* TASK *
Find the number of lines below in which the word "leaves" appears, and write that number only.

* RECORD EXCERPTS *
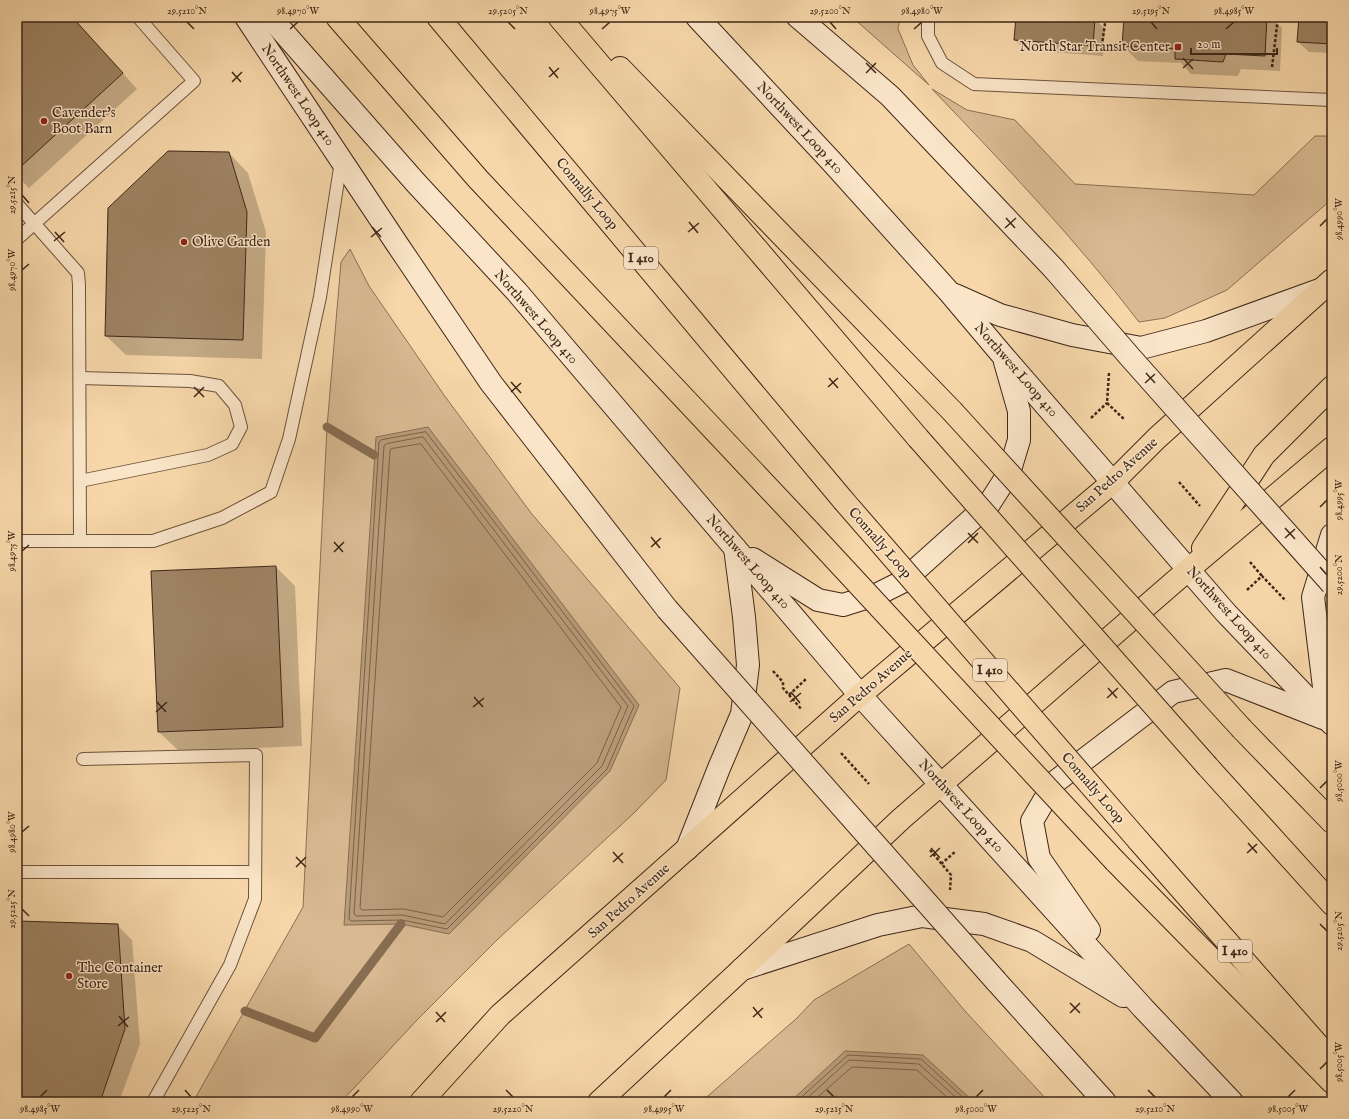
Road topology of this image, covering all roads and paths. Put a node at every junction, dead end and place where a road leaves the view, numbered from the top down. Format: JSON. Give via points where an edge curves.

==

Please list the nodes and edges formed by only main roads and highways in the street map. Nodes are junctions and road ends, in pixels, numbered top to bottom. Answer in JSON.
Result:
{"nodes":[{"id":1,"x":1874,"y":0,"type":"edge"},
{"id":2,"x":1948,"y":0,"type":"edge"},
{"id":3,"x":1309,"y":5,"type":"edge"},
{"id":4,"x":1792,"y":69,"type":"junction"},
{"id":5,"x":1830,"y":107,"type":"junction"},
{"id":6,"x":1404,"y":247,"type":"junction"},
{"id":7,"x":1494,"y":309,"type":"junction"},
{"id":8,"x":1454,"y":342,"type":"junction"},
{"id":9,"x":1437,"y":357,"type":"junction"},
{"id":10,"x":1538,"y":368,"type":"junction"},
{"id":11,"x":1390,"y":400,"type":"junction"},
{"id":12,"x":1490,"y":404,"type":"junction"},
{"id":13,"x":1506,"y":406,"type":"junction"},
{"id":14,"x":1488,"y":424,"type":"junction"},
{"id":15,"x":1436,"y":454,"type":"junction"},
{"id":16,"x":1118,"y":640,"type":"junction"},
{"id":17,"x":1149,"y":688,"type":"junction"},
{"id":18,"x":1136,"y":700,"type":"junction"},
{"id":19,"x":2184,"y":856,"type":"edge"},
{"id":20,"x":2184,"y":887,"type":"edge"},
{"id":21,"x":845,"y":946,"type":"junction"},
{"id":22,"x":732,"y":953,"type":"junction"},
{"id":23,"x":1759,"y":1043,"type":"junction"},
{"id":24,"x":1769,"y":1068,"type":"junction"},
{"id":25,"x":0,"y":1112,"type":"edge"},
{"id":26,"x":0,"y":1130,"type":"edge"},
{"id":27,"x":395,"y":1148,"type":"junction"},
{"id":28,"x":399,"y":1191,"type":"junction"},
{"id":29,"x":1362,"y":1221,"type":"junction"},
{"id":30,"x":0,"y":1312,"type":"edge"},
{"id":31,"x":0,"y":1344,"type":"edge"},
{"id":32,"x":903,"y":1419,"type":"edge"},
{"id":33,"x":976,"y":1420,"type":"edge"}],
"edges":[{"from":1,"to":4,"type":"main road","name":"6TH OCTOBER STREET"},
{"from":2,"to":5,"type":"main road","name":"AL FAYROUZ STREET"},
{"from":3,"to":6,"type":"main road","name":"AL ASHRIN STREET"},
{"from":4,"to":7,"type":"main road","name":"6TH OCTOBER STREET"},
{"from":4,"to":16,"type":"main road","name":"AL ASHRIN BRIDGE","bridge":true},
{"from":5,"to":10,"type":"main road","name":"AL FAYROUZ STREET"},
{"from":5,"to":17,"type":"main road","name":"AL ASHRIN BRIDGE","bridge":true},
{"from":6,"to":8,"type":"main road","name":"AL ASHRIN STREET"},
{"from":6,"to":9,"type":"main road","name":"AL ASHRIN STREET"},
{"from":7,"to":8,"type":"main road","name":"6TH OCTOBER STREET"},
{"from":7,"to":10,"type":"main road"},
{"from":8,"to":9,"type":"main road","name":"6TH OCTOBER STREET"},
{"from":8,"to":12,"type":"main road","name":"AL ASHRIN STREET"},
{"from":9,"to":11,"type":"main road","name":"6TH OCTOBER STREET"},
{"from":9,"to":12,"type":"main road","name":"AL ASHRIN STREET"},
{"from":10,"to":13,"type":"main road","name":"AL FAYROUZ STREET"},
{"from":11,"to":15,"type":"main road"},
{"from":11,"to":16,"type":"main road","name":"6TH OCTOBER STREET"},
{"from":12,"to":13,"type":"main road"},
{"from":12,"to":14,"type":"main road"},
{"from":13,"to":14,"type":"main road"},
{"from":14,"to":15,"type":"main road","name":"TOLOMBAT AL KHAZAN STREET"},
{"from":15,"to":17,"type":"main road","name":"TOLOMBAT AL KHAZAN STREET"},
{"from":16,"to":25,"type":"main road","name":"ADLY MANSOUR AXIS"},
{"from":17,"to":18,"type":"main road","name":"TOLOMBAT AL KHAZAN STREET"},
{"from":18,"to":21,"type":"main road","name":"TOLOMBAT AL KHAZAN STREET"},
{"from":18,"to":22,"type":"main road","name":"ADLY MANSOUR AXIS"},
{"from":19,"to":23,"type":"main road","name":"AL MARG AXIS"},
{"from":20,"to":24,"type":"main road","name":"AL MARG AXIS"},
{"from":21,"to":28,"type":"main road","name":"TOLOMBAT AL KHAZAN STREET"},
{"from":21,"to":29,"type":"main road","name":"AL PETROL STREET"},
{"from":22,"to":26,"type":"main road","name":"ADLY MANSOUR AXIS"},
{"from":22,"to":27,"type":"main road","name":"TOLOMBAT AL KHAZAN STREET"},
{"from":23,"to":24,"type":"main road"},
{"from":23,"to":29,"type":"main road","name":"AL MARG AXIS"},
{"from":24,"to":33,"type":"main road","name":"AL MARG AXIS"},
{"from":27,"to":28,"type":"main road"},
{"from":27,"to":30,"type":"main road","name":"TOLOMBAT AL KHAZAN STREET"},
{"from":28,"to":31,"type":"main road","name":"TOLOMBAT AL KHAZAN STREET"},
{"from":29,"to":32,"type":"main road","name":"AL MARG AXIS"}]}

* * *

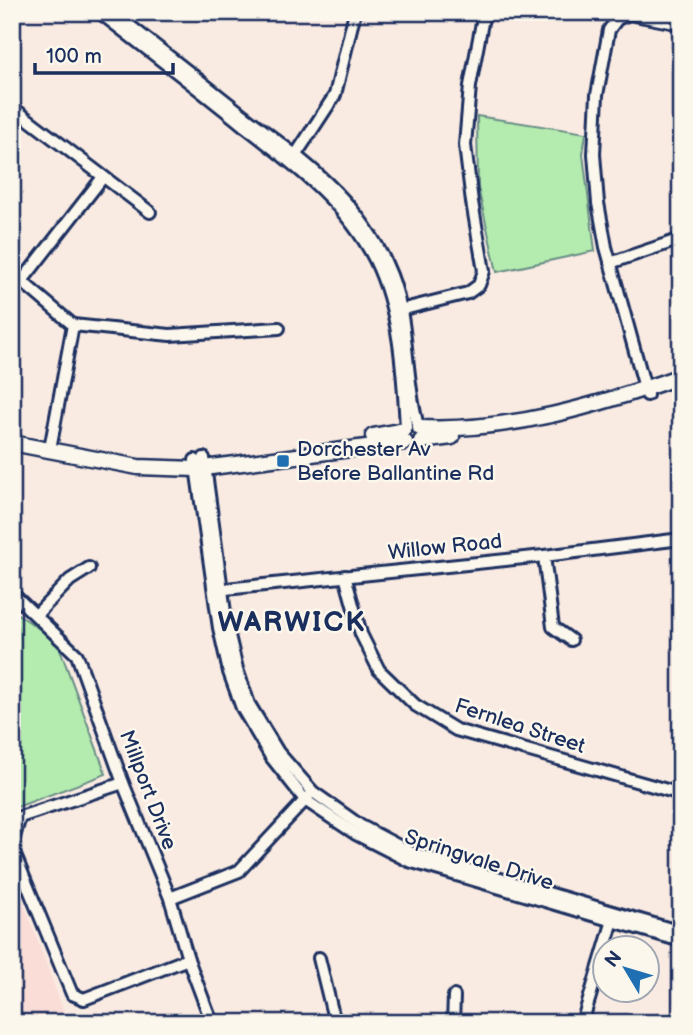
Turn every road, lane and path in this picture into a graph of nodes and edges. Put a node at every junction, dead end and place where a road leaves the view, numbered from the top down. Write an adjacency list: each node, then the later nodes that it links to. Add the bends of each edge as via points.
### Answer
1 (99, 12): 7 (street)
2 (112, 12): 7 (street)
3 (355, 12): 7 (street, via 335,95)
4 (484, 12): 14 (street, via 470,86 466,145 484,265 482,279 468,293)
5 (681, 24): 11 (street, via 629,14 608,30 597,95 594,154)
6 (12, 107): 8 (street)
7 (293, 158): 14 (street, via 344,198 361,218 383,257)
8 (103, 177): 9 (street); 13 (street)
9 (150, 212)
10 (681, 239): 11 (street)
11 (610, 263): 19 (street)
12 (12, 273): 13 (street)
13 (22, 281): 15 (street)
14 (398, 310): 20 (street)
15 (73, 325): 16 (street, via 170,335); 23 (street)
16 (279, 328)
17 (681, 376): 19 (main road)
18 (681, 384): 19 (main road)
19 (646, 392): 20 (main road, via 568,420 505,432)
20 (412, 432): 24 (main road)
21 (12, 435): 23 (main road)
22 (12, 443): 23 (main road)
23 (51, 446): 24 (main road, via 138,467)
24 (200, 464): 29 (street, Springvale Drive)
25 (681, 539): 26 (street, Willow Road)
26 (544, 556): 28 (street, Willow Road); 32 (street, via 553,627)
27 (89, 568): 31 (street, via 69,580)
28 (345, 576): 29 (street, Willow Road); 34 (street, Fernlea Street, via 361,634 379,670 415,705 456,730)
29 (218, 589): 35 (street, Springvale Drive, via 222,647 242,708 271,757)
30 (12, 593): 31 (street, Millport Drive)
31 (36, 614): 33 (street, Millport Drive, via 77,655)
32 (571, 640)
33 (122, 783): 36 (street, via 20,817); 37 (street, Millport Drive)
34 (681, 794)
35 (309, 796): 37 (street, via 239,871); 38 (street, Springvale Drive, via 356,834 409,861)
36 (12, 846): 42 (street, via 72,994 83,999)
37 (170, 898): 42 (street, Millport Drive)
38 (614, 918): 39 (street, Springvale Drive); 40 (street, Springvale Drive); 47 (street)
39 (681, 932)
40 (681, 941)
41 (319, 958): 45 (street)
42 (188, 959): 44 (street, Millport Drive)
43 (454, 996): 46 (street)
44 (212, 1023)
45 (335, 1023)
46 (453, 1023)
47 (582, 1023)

* SOLUTION *
2